Ahmet Arslan (born 2 June 1962) is a Turkish politician from the Justice and Development Party (AK Party) who served as the Minister of Transport, Maritime and Communication from 24 May 2016 until 10 July 2018. He is a Member of Parliament for the electoral district of Kars, having first been elected in the November 2015 general election.

Early life and career
Ahmet Arslan was born on 2 June 1962 in the district of Kağızman, Kars Province. He graduated from the National Security Academy and the Istanbul Technical University School of Maritime as a Shipping Construction and Mechanical Engineer. He later became a civil servant, first joining the Maritime Undersecretariat as a Department Manager and Deputy General Manager. He went on to serve at the Ministry of Transport as the Director of the General Directorate of Rail, Ports and Airport Construction (DLH). He also served as an executive board member of the General Directorate of State Airports Authority (DHMİ).

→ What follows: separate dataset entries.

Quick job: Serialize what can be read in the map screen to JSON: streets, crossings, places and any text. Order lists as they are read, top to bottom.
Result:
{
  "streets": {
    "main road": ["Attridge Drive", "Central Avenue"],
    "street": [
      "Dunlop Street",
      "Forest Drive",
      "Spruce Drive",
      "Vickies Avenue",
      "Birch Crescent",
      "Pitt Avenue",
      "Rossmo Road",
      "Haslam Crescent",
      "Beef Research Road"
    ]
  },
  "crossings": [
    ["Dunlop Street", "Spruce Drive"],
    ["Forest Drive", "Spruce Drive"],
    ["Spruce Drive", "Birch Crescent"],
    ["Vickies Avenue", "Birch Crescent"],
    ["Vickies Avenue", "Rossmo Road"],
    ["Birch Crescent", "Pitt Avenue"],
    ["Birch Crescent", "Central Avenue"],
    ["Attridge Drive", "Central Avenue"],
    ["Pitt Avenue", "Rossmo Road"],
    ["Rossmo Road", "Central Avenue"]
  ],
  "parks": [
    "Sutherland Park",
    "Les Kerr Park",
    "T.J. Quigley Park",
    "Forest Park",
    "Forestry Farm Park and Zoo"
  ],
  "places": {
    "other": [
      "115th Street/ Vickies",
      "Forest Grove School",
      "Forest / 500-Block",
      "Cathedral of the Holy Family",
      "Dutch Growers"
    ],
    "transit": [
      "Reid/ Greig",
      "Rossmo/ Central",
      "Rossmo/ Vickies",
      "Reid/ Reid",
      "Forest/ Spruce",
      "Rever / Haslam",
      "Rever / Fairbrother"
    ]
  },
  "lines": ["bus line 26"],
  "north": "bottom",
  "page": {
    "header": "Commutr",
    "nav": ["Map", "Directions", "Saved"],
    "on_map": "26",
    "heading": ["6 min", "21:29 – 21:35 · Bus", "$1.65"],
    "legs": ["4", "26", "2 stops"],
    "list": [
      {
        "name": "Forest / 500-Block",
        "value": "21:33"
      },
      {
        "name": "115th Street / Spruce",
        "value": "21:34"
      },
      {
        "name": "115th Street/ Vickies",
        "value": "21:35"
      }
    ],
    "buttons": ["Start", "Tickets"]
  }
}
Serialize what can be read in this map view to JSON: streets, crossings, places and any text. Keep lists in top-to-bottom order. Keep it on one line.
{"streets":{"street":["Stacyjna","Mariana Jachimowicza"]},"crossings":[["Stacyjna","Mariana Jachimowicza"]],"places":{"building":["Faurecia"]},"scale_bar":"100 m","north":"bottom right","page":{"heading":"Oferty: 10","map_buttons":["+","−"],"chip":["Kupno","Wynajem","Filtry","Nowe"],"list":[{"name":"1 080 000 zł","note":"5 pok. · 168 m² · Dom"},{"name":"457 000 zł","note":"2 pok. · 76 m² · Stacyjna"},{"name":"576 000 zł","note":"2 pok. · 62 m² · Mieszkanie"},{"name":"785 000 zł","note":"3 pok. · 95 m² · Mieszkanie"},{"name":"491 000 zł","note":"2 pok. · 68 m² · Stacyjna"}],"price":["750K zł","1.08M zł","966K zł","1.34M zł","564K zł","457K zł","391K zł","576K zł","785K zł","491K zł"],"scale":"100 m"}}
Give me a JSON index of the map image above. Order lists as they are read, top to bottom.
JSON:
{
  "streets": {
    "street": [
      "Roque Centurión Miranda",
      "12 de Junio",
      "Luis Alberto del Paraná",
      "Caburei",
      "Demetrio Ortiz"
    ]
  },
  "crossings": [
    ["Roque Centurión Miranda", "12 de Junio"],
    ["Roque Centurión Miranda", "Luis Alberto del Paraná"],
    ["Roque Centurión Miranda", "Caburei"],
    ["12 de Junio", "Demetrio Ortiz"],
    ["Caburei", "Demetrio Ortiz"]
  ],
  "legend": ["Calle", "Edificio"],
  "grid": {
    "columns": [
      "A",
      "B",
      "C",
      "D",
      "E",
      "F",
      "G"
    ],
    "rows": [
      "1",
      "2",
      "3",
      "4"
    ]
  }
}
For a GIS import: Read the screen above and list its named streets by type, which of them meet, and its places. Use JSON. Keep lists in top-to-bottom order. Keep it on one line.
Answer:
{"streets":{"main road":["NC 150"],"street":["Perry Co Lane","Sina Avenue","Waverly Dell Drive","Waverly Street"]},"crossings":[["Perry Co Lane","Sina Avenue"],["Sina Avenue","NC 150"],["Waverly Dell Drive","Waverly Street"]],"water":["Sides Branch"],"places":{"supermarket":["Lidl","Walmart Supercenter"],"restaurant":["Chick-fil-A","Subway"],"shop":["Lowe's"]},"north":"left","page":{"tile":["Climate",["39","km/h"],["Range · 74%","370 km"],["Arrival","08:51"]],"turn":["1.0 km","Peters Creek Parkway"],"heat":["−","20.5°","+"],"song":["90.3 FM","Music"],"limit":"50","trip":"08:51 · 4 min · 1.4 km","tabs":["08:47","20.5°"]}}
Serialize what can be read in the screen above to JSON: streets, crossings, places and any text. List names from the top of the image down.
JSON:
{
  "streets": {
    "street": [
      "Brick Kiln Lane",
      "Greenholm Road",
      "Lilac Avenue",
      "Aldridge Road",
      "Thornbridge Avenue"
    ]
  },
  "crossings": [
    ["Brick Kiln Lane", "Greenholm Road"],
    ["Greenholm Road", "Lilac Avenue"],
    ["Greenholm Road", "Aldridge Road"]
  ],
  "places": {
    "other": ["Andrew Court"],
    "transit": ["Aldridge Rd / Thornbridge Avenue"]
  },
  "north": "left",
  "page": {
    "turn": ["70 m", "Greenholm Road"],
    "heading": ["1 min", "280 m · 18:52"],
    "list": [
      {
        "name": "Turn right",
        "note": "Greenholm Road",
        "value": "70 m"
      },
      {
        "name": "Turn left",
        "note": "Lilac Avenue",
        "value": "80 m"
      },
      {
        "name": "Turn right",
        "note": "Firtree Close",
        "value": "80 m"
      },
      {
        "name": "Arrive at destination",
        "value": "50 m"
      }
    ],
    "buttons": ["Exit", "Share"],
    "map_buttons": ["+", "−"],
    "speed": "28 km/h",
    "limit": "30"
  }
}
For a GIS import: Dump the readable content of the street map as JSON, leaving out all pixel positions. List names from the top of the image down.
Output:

Arslan worked in the private sector for seven years, taking on numerous roles. He also worked at the Pendik Shipyard in İstanbul. He was also a member of the executive boards of TTNET and the Türk Loydu Foundation, while serving on the supervisory board of Türksat. He also served as a member of the Maritime Assembly at the Union of Chambers and Commodity Exchanges of Turkey (TOBB).

Awards
During his early career, he was given the 'Turkish World Engineering Award' and became an honorary Professor, while also receiving the '2010 Annual Bureaucrats who turn negatives into positives' award.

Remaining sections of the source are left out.